[[ Available records, beginning ]]

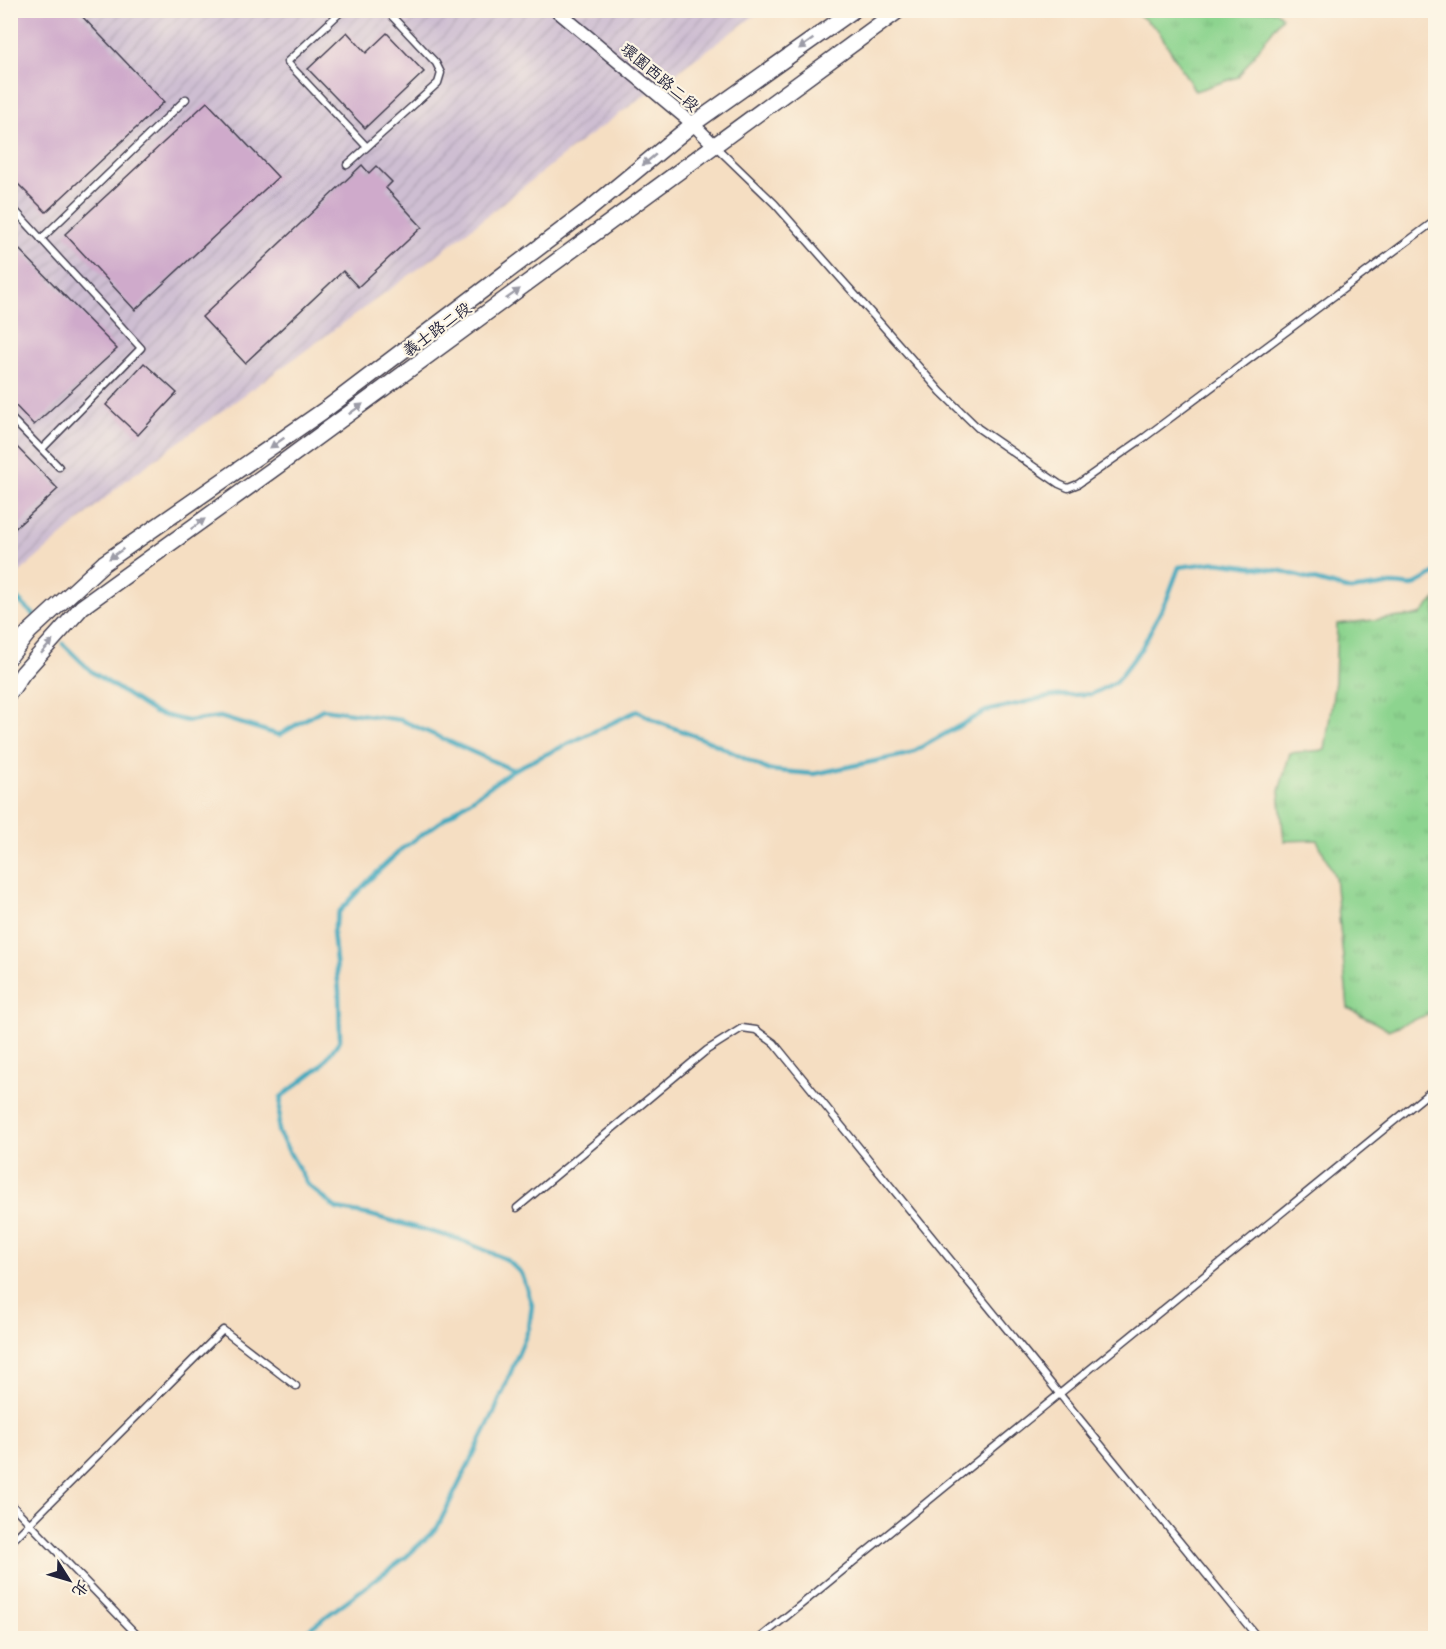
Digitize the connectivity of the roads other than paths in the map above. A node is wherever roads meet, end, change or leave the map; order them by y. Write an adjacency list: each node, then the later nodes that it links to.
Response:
1 (343, 10): 8 (lane)
2 (386, 10): 8 (lane)
3 (556, 10): 7 (street, 環園西路二段)
4 (854, 10): 7 (street, 義士路二段, one-way to 7)
5 (899, 10): 9 (street, 義士路二段)
6 (186, 99): 13 (lane)
7 (693, 123): 9 (street, 環園西路二段); 17 (street, 義士路二段, one-way to 17)
8 (366, 146): 10 (lane)
9 (715, 146): 12 (lane); 18 (street, 義士路二段, one-way to 9)
10 (347, 165)
11 (10, 205): 13 (lane)
12 (1436, 220)
13 (41, 239): 15 (lane)
14 (10, 417): 15 (lane)
15 (42, 449): 16 (lane)
16 (59, 467)
17 (10, 656)
18 (10, 692)
19 (1436, 1087): 22 (lane)
20 (517, 1208): 22 (lane)
21 (296, 1386): 24 (lane)
22 (1060, 1394): 27 (lane); 28 (lane)
23 (10, 1503): 24 (lane)
24 (31, 1524): 25 (lane); 26 (lane)
25 (10, 1543)
26 (140, 1638)
27 (760, 1638)
28 (1258, 1638)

[[ Available records, end ]]

# [What to produce]
Every last line above must be reproduced as written, and no pictures belong in the copy.

# [Response]
Digitize the connectivity of the roads other than paths in the map above. A node is wherever roads meet, end, change or leave the map; order them by y. Write an adjacency list: each node, then the later nodes that it links to.
Response:
1 (343, 10): 8 (lane)
2 (386, 10): 8 (lane)
3 (556, 10): 7 (street, 環園西路二段)
4 (854, 10): 7 (street, 義士路二段, one-way to 7)
5 (899, 10): 9 (street, 義士路二段)
6 (186, 99): 13 (lane)
7 (693, 123): 9 (street, 環園西路二段); 17 (street, 義士路二段, one-way to 17)
8 (366, 146): 10 (lane)
9 (715, 146): 12 (lane); 18 (street, 義士路二段, one-way to 9)
10 (347, 165)
11 (10, 205): 13 (lane)
12 (1436, 220)
13 (41, 239): 15 (lane)
14 (10, 417): 15 (lane)
15 (42, 449): 16 (lane)
16 (59, 467)
17 (10, 656)
18 (10, 692)
19 (1436, 1087): 22 (lane)
20 (517, 1208): 22 (lane)
21 (296, 1386): 24 (lane)
22 (1060, 1394): 27 (lane); 28 (lane)
23 (10, 1503): 24 (lane)
24 (31, 1524): 25 (lane); 26 (lane)
25 (10, 1543)
26 (140, 1638)
27 (760, 1638)
28 (1258, 1638)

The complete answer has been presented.